Crimestoppers guarantees complete anonymity to those who report criminal activity and suspicious behaviour, giving those with knowledge of domestic abuse a safe place to be able to report it without fear of repercussions

“We understand people often feel uncomfortable speaking directly to the authorities, or they may feel that what they have heard or witnessed doesn’t warrant a call to the police, particularly when the country is dealing with coronavirus cases,” explains Ruth.

“But we are urging people to give any information they have, however small, to Crimestoppers because we can pass it on to the appropriate forces and authorities without anyone ever knowing who gave it to us in the first place. Everyone who contacts us remains one hundred per cent anonymous, forever, and that’s a promise we have kept for our entire 32-year history.”

Appealing directly to those with concerns about domestic abuse, Ruth adds: “Please, please do the right thing and help us protect women, men, young people and children who are living in abusive households during these potentially dangerous weeks of enforced isolation.”

  • Contact Crimestoppers on 0800 555 111 or online at


DOMESTIC abuse is an incident (or pattern of incidents) of controlling, coercive, threatening, degrading and / or violent behaviour.

This behaviour can be physical, psychological, sexual, financial or emotional.

It is a crime that affects women, men and children regardless of age, race, ethnicity, sexual orientation or economic status.

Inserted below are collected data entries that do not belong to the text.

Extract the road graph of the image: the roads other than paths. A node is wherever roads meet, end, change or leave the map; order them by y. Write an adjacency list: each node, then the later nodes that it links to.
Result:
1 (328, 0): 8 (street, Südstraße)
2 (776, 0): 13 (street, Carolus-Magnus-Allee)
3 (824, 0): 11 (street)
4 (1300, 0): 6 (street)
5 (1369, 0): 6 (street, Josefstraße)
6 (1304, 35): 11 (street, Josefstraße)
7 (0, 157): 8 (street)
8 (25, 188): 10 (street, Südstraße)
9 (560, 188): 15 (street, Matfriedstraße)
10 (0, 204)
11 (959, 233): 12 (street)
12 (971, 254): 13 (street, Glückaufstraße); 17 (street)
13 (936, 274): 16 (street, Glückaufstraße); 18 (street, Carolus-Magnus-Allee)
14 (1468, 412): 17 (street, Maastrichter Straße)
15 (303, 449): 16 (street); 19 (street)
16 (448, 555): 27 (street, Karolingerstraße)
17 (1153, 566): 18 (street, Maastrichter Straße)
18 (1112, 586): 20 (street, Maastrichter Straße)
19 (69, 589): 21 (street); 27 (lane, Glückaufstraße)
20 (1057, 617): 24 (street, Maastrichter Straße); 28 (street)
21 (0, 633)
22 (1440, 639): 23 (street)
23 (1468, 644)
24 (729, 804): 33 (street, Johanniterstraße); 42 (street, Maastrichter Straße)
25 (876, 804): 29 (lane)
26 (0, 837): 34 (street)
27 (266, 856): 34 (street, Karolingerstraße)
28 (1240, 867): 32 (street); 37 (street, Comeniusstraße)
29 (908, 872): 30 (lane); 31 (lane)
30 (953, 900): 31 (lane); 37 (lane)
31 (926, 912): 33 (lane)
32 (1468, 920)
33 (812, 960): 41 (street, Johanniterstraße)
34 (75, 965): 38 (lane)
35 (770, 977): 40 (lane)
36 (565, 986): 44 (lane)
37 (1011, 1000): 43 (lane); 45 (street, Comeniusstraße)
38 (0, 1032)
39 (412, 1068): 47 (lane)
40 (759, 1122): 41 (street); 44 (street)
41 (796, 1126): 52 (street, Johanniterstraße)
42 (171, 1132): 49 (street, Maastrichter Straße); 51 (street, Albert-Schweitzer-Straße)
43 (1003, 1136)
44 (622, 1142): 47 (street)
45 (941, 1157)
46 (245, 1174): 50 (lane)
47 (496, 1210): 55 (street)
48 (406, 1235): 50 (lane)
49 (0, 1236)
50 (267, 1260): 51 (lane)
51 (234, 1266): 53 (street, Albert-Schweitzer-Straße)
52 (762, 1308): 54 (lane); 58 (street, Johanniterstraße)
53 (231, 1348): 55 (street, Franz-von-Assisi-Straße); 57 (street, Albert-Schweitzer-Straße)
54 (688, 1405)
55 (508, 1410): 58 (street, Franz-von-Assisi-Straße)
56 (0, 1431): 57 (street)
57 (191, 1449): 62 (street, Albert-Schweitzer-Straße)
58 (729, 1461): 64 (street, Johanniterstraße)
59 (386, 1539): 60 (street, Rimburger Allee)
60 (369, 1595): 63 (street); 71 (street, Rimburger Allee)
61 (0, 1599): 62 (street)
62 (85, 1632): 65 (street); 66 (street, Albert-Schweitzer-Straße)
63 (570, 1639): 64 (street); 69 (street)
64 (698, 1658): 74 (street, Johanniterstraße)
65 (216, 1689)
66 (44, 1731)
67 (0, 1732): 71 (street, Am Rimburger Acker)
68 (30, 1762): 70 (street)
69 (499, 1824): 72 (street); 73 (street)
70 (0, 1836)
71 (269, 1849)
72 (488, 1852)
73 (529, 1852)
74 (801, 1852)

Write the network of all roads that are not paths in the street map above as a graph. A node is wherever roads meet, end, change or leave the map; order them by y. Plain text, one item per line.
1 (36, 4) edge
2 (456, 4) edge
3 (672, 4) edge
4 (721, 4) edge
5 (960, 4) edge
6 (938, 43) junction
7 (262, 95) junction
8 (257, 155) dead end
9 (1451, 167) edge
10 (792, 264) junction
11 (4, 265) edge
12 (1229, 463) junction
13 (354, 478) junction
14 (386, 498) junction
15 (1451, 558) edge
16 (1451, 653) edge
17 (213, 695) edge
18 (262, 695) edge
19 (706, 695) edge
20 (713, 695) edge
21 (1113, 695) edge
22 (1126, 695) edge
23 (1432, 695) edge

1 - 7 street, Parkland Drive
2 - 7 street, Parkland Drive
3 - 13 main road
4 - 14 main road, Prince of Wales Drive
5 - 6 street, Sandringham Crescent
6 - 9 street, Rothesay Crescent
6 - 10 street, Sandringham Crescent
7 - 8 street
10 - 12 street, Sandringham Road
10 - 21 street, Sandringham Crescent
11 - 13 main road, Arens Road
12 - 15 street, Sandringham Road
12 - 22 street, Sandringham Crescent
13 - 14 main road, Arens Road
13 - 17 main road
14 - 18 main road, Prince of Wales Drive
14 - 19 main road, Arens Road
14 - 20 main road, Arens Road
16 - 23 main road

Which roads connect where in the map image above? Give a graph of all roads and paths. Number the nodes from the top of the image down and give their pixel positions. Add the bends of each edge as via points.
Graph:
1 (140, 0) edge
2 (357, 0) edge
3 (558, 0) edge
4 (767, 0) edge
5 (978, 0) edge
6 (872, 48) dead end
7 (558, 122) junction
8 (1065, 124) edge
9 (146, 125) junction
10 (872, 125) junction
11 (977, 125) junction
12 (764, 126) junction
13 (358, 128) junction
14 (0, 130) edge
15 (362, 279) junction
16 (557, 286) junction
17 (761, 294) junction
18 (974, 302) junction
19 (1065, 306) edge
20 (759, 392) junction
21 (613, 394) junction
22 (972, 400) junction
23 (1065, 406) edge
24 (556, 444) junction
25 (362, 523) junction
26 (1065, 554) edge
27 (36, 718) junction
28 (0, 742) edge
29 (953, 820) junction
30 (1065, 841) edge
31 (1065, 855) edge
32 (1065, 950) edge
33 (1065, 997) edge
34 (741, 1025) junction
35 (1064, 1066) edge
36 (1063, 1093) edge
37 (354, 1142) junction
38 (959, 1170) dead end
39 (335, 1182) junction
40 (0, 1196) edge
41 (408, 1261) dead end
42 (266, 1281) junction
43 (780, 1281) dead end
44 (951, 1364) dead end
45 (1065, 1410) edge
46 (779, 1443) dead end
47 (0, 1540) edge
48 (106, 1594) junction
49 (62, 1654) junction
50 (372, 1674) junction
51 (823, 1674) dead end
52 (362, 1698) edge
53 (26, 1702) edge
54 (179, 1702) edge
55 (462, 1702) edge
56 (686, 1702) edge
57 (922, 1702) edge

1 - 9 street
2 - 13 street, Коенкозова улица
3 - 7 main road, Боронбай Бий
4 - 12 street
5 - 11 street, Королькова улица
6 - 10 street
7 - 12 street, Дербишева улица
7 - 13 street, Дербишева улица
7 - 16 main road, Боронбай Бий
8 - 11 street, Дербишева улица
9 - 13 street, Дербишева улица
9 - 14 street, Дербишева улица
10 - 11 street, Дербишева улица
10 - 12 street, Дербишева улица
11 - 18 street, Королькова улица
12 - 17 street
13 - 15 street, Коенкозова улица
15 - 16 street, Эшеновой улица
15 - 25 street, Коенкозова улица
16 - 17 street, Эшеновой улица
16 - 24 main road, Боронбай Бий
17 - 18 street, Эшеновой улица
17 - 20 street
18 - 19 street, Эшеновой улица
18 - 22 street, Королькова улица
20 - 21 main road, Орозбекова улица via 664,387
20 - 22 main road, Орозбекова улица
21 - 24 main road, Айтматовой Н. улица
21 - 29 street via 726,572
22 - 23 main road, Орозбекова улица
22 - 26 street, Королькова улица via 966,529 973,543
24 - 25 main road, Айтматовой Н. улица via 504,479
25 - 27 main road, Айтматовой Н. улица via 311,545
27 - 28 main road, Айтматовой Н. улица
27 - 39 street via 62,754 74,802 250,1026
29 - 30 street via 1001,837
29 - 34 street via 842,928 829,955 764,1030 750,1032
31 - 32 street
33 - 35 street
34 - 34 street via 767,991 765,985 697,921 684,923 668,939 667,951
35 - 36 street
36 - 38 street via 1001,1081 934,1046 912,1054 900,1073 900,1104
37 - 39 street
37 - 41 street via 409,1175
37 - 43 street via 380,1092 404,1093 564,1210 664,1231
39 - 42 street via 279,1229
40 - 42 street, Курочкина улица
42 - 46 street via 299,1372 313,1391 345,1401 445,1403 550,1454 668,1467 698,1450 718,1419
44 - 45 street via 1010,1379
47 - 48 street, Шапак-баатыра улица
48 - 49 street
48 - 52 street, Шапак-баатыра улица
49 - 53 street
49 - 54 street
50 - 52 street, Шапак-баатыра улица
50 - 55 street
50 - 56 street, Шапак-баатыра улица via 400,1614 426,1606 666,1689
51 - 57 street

Emotional abuse and coercive control: This can be verbal or non-verbal, intended to chip away at the confidence and independence of a victim. This can include name-calling, shaming, isolation and intimidation.

Physical abuse: This includes pushing, slapping, punching, biting, pinching, kicking, pulling hair out, burning and strangling.

Sexual abuse: Any situation where a person is forced to take part in unwanted, unsafe or degrading sexual activity is sexual abuse. A victim’s right to consent is often ignored.